As the planned release of Windows 10 this summer draws closer, Technical Preview builds are starting to roll out at a greater pace, and the fun continues with Build 10122. There aren’t a lot of big functionality changes in this update, but there are some convenient bug fixes, and a bit more tweaking.
Microsoft has continued to experiment with the Start Menu over the last few updates, and 10122 brings even more changes. This time around, the File Explorer and Settings apps have been relocated to the bottom left corner of the menu. Meanwhile, the button to switch back and forth between a Start Menu and the Start Screen has been moved off the menu, and into the Settings app.
Despite the newest Microsoft browser now having a real name, Microsoft Edge, it’s still referred to as Project Spartan in this build of Windows 10. The New Tab page that was shown off at Build is now implemented, and combines top websites you visit, as well as MSN content, into a convenient starting page when you open the browser. In addition, Edge now has an InPrivate mode, for when you don’t want others to know what you were looking at, and you can attach pages to your Start Menu for quick access.
Among the major changes for build 10122 is a shift in the way Windows handles default programs. Before, a program could request default status for file types when installed, or when launched.

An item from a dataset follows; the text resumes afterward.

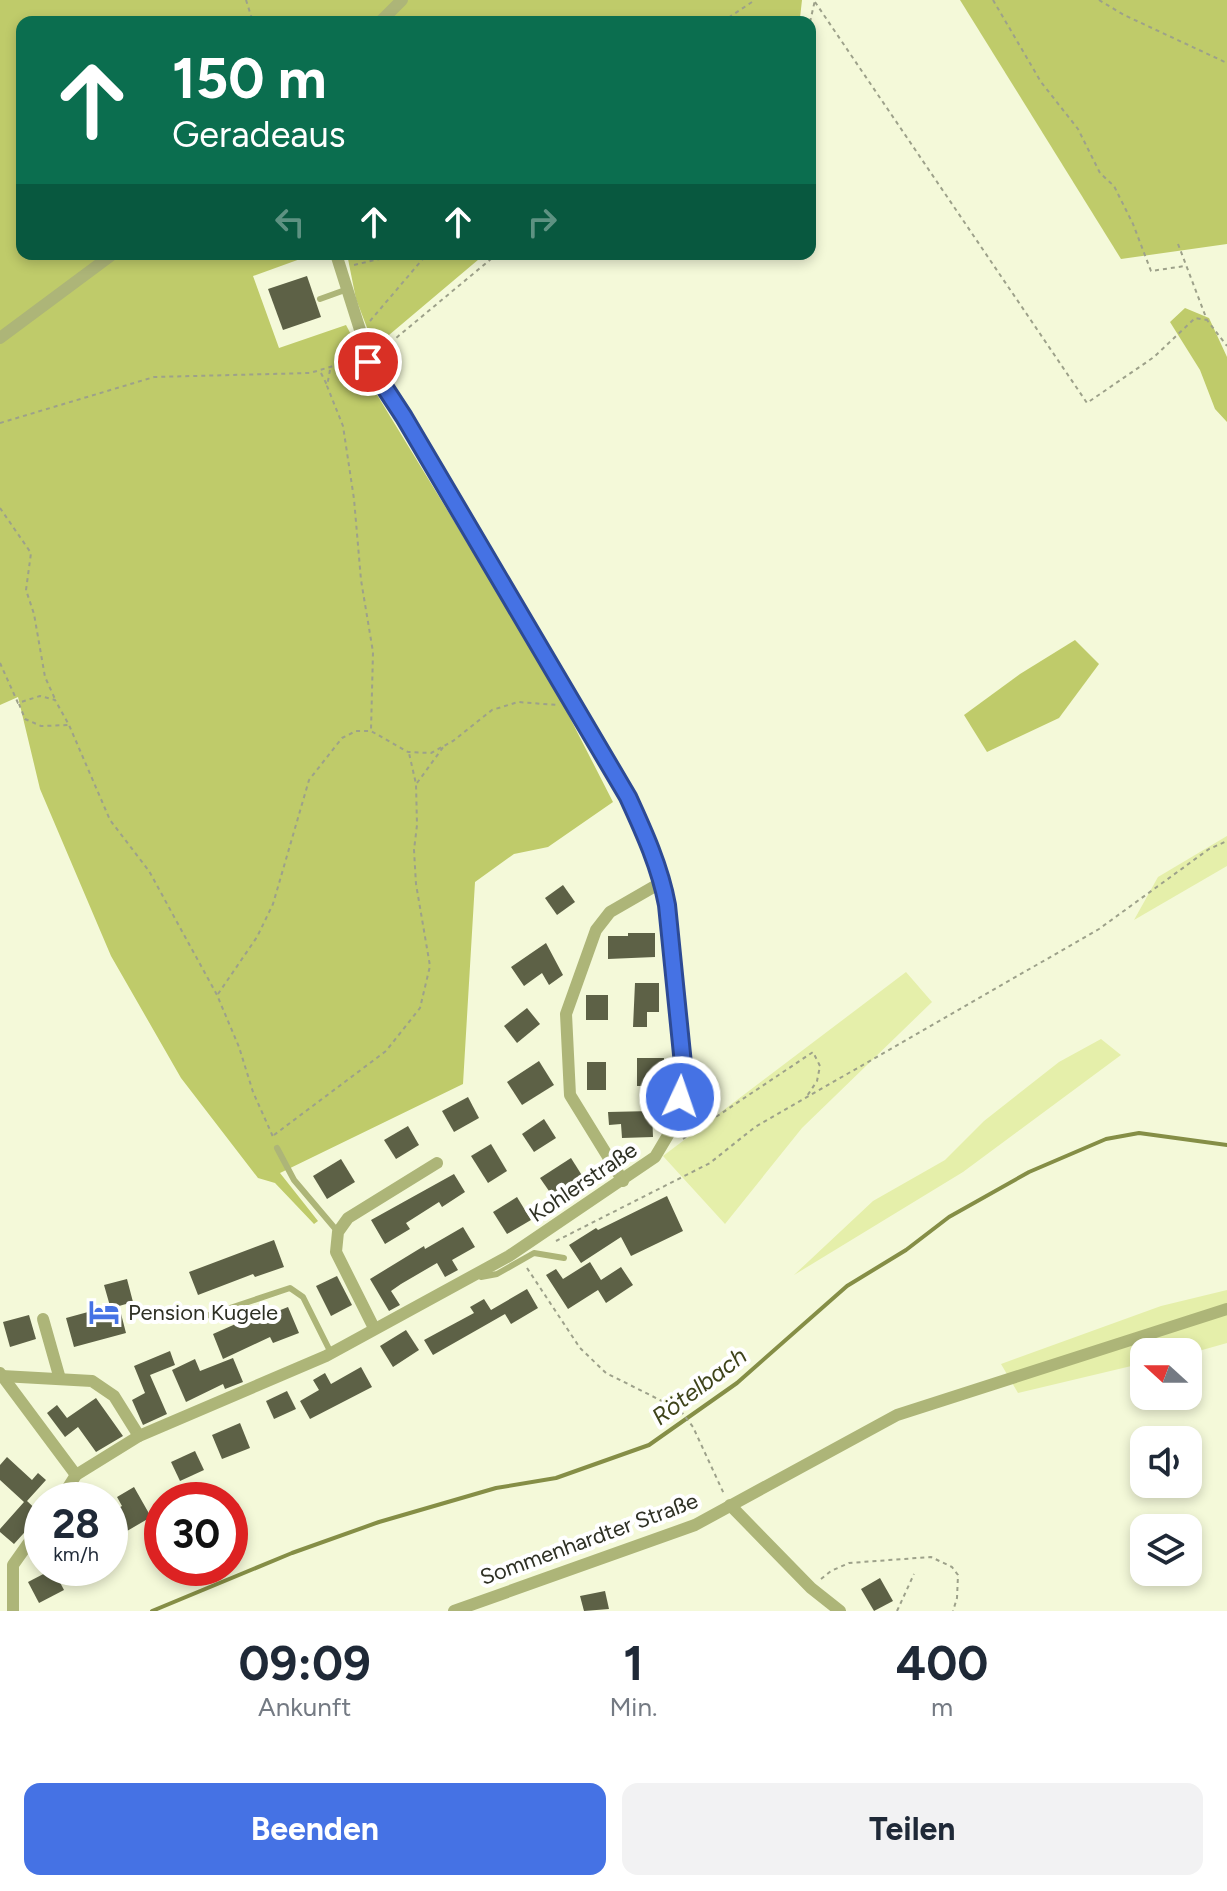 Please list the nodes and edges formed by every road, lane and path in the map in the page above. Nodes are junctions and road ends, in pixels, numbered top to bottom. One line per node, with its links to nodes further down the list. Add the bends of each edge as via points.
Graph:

Now, only Windows has the ability to change default applications. You’ll only see these prompts when you open a file that has new applications available to launch it – otherwise you’ll have to go into the Default apps tab in Settings to change the default programs. Whether or not consolidating all of those options on the Windows side is actually a move towards user freedom or not remains to be seen.

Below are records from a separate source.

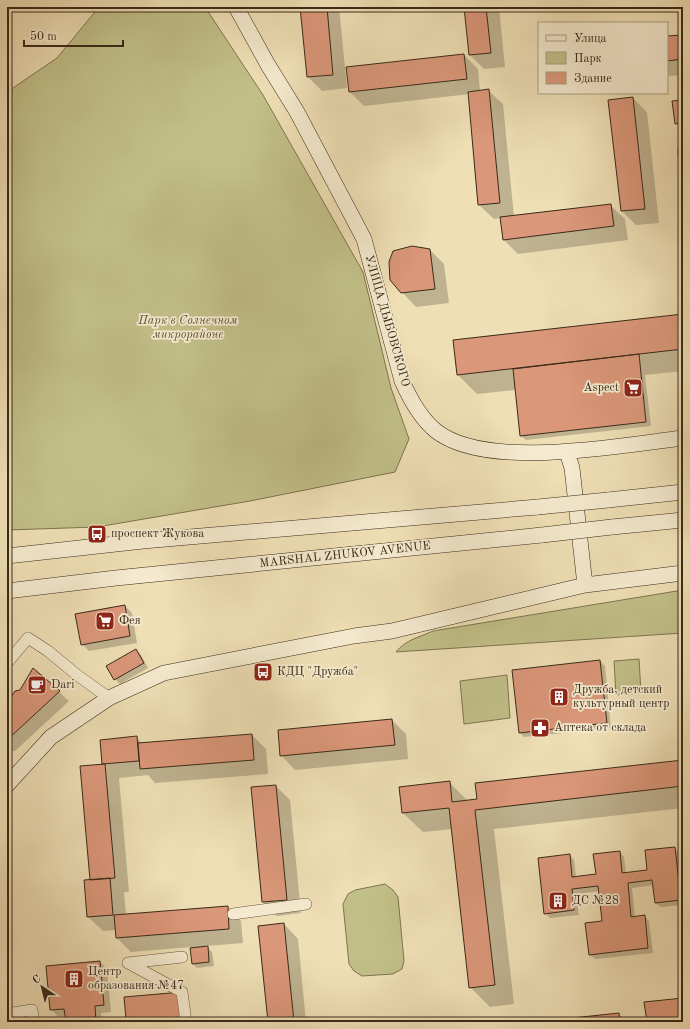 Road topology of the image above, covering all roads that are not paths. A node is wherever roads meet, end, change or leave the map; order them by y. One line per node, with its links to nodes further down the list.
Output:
1 (236, 7): 3 (street, УЛИЦА ДЫБОВСКОГО)
2 (683, 438): 3 (street, УЛИЦА ДЫБОВСКОГО)
3 (567, 452): 8 (street)
4 (683, 492): 6 (street, bridge)
5 (683, 520): 9 (street, MARSHAL ZHUKOV AVENUE, bridge)
6 (7, 556)
7 (683, 574): 8 (street)
8 (585, 585): 11 (street)
9 (7, 590)
10 (7, 663): 11 (street)
11 (109, 698): 12 (street)
12 (7, 785)
13 (306, 904): 14 (street)
14 (233, 914)
15 (182, 957): 18 (street)
16 (7, 1014): 17 (street)
17 (34, 1022)
18 (186, 1022) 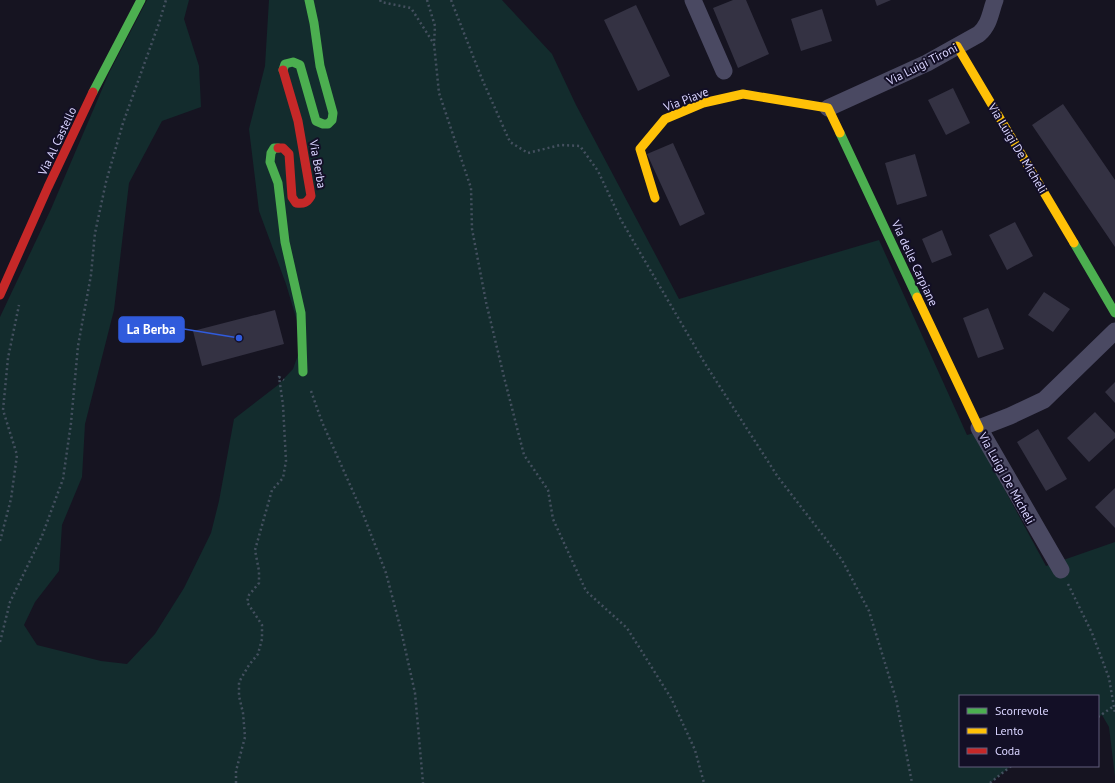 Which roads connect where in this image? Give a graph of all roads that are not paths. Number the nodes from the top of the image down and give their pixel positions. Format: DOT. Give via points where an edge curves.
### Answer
graph roads {
  1 [pos="141,0"];
  2 [pos="309,0"];
  3 [pos="693,0"];
  4 [pos="995,0"];
  5 [pos="957,46"];
  6 [pos="724,71"];
  7 [pos="828,108"];
  8 [pos="655,198"];
  9 [pos="0,295"];
  10 [pos="1115,313"];
  11 [pos="1115,331"];
  12 [pos="303,372"];
  13 [pos="979,428"];
  14 [pos="1061,570"];
  1 -- 9 [label="street, Via Al Castello" via="93,92"];
  2 -- 12 [label="street, Via Berba" via="320,66 333,113 328,124 316,121 300,65 293,62 285,64 283,69 298,121 311,196 308,201 303,204 296,203 292,197 289,154 283,148 274,148 270,162 278,183 285,242 301,313"];
  3 -- 6 [label="street"];
  4 -- 5 [label="street, Via Luigi Tironi" via="990,21 985,29"];
  5 -- 7 [label="street, Via Luigi Tironi" via="927,64"];
  5 -- 10 [label="street, Via Luigi De Micheli"];
  7 -- 8 [label="street, Via Piave" via="744,94 703,103 665,119 640,149"];
  7 -- 13 [label="street, Via delle Carpiane"];
  11 -- 13 [label="street, Via Luigi De Micheli" via="1044,400"];
  13 -- 14 [label="street, Via Luigi De Micheli"];
}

Finally, Microsoft has taken care of some minor bug fixes, mostly aesthetic changes having to do with the Start Menu and the Settings app, and fixed some font issues on higher DPI displays. Additionally, the Insider Hub has had some work done to bring it more line with the styling and UI of the rest of Windows 10.
The newest Technical Preview build of Windows 10 is available now to users that are signed up for the Fast development cycle, but isn’t quite ready for an .iso release.